Supporting training videos and social media guidelines and emphasized the appropriate use of news feeds, including protecting privacy, client confidentiality and company intellectual property.
“Rather than introduce formal, extensive training, we felt it was more effective to organize training materials into short topical video segments that employees could quickly access and consume.” We linked self-help training and education materials into a community-based Knowledge & Collaboration Center, where employees can share and leverage best practices, 24-7, essential for a global company,” Burke said.
Role-based social collaboration workshops were also conducted where groups of employees participated in identifying they key benefit areas where social collaboration could add value in their job role. To each benefit area, participants identified specific use case scenarios by using the new tools. Success stories were then captured and shared with the wider role based audiences to drive adoption and use. “Nothing promotes adoption and use of a new tool or process more than a fellow colleague’s endorsement that it worked and added value to them," said Burke. “Providing our client-facing employees with iPads and enabling mobile connectivity within our intranet was also an important step in driving change.

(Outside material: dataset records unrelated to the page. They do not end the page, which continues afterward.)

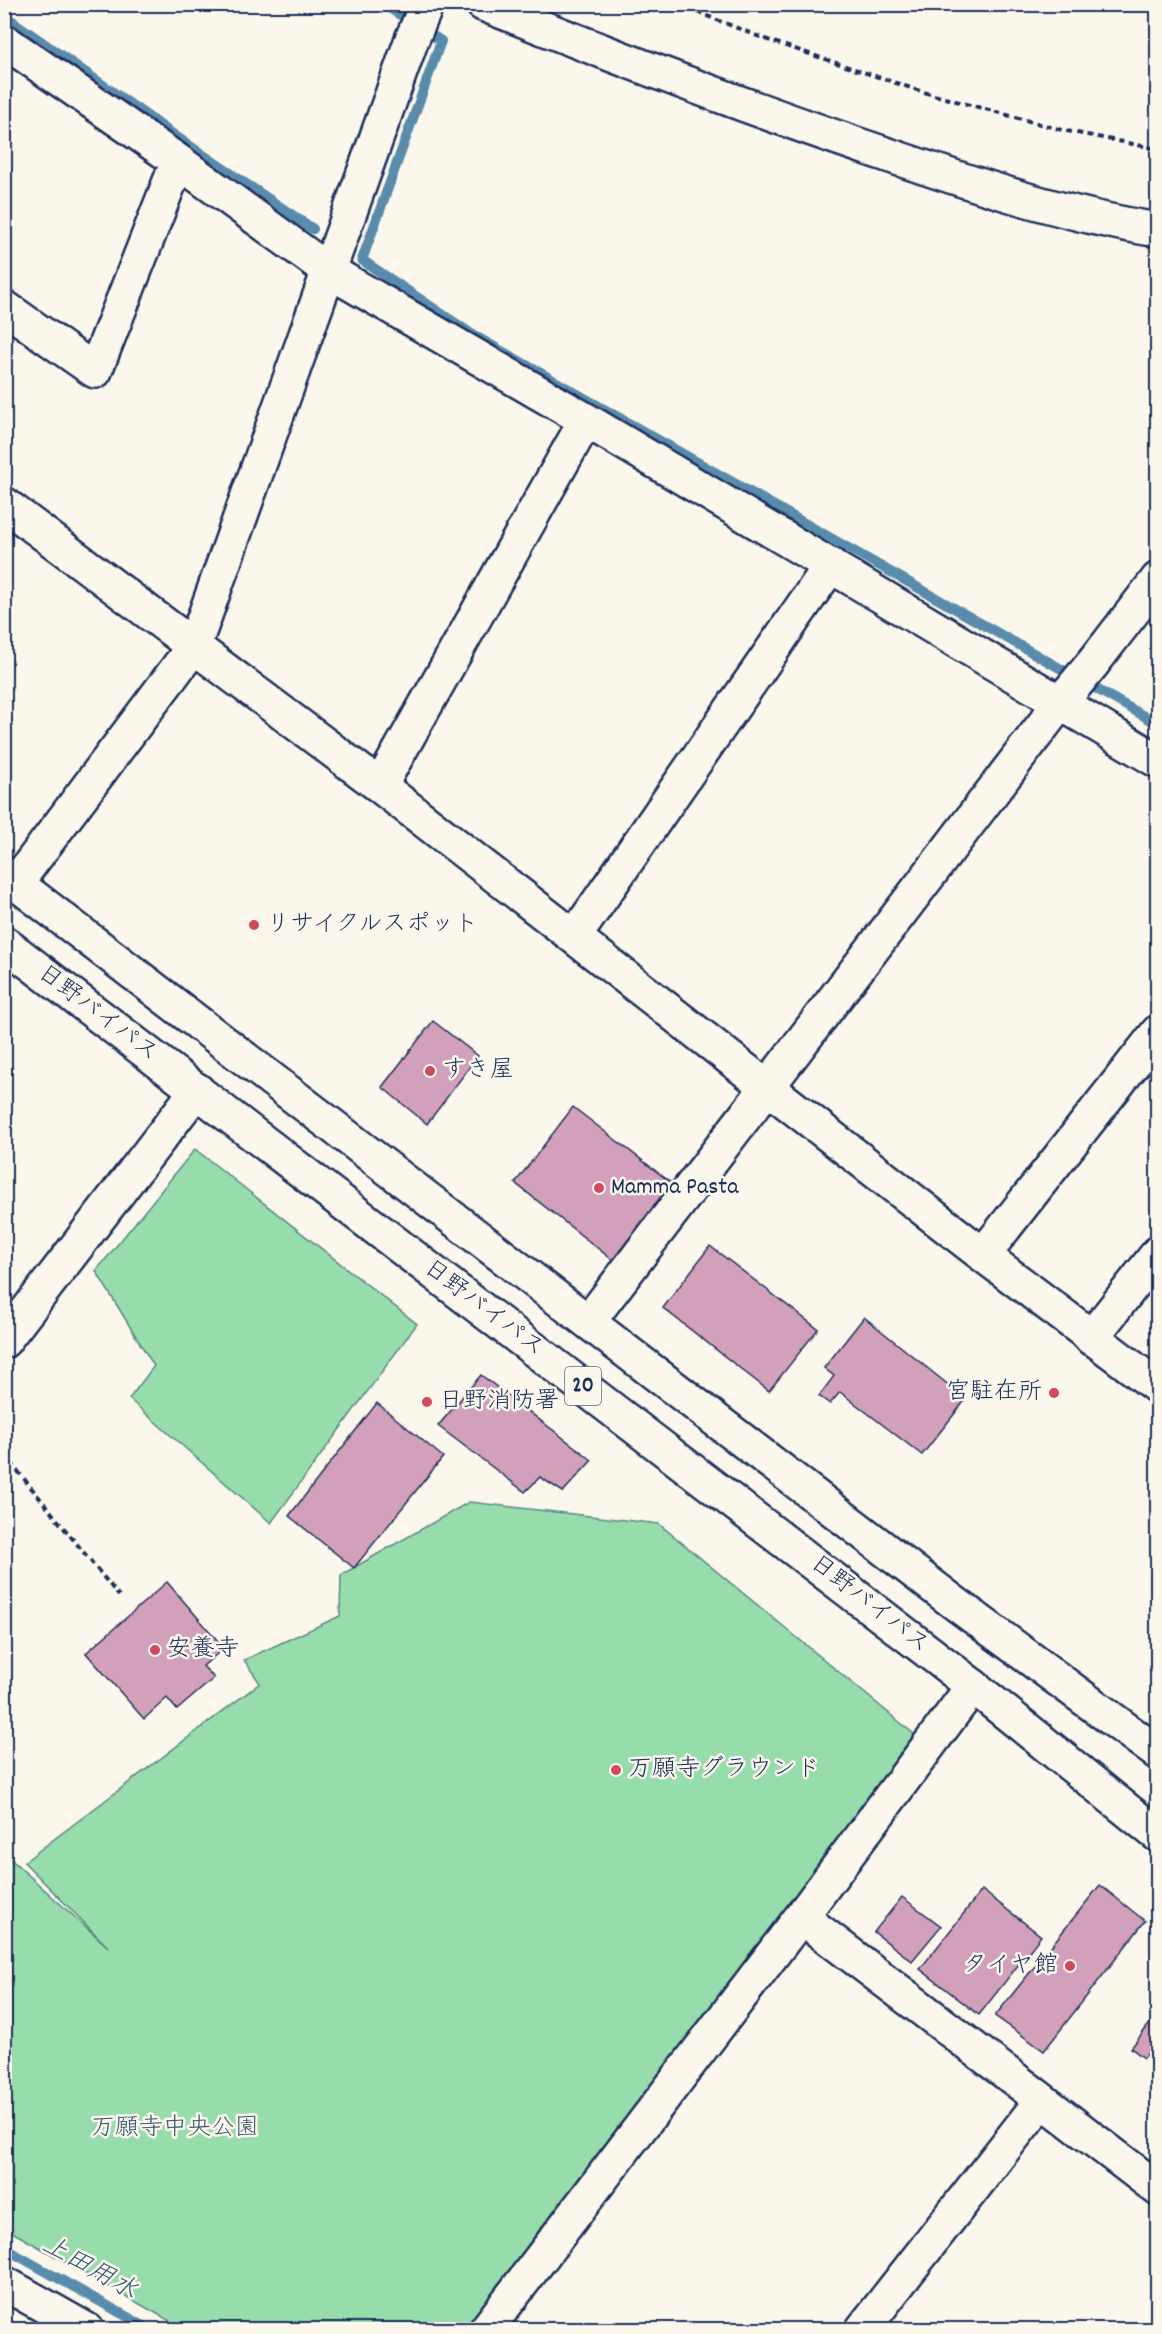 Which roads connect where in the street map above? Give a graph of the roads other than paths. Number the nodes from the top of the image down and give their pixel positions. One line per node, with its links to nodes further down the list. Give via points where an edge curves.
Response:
1 (483, 4): 5 (main road, via 680,82 928,169 1077,212)
2 (427, 6): 6 (main road)
3 (4, 41): 4 (main road)
4 (178, 161): 6 (main road); 7 (main road, via 95,371)
5 (1158, 230)
6 (329, 272): 8 (main road); 12 (main road)
7 (4, 307)
8 (586, 420): 10 (main road); 15 (main road)
9 (4, 504): 12 (main road)
10 (831, 565): 13 (main road); 17 (main road)
11 (1158, 579): 13 (main road)
12 (194, 646): 15 (main road); 16 (main road)
13 (1060, 703): 14 (main road); 20 (main road)
14 (1158, 760)
15 (380, 786): 17 (main road)
16 (10, 878): 24 (main road, 20)
17 (574, 936): 20 (main road)
18 (4, 943): 21 (main road, 日野バイパス / 20)
19 (1152, 1052): 23 (main road)
20 (768, 1088): 23 (main road); 24 (main road)
21 (196, 1090): 26 (main road); 28 (main road, 日野バイパス / 20)
22 (1158, 1253): 25 (main road)
23 (983, 1255): 25 (main road)
24 (588, 1321): 29 (main road, 20, via 952,1601)
25 (1091, 1338): 27 (main road)
26 (4, 1341)
27 (1158, 1387)
28 (973, 1686): 30 (main road, 日野バイパス / 20); 31 (main road)
29 (1158, 1753)
30 (1158, 1835)
31 (801, 1917): 32 (main road); 36 (main road)
32 (1042, 2100): 33 (main road); 37 (main road)
33 (1158, 2189)
34 (4, 2283): 35 (main road)
35 (87, 2330)
36 (486, 2330)
37 (862, 2330)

Social capabilities deliver the most value in enabling employees to connect with experts and to access critical information at the time of need – wherever you might be."
During an 18-month post-launch phase of the Knowledge & Collaboration initiative, Burke’s team tracked adoption progress of the new My Profile and Newsfeed and measured it against the Rogers’ adoption curve of innovation. Unisys achieved a 91% adoption rate within a targeted user group audience of 16,000 employees and and a 78% total adoption and use rate among it 23,000 employees. In the year following, they showed similar success metrics for Community memberships with more than 7,000 employees engaged in one or more communities and more than 22,000 non-unique subscribed memberships across all communities.
Burke – a virtual worker herself –relies on a community structure and the newsfeed to effectively direct and manage the Initiative. “Transparent communications and the ability to seamlessly collaborate is critically important to our globally dispersed, home-based team that spans the U.S. United Kingdom and India. We felt it is important to live with the tools and processes that we have put in place so that we can objectively evaluate and continually improve them to deliver the most value to Unisys employees. We are our own best use case," said Burke.
During the journey to socially-enable Unisys, Burke said, “The biggest piece of our lifting was transforming the company culture and influence employee behaviors to adopt and consistently use the new social tools. In fact, our culture is still evolving in this regard. As more employees realize the impact and benefits of using the tools we move closer to the tipping point, where such behaviors will become intrinsic to our workplace culture."
So what is the key to success? Put simply, she said, “Define a vision, develop a strategy and build a road map to get to the end state. Engage Leadership and cross organization stakeholders to drive and inspire change. Measure progress and solicit end-user feedback. Implement a governance model to preserve the integrity of the social environment and to ensure proper use of tools. Focus on culture – remembering that “people drive the success of the social environment – technology is just an enabler.”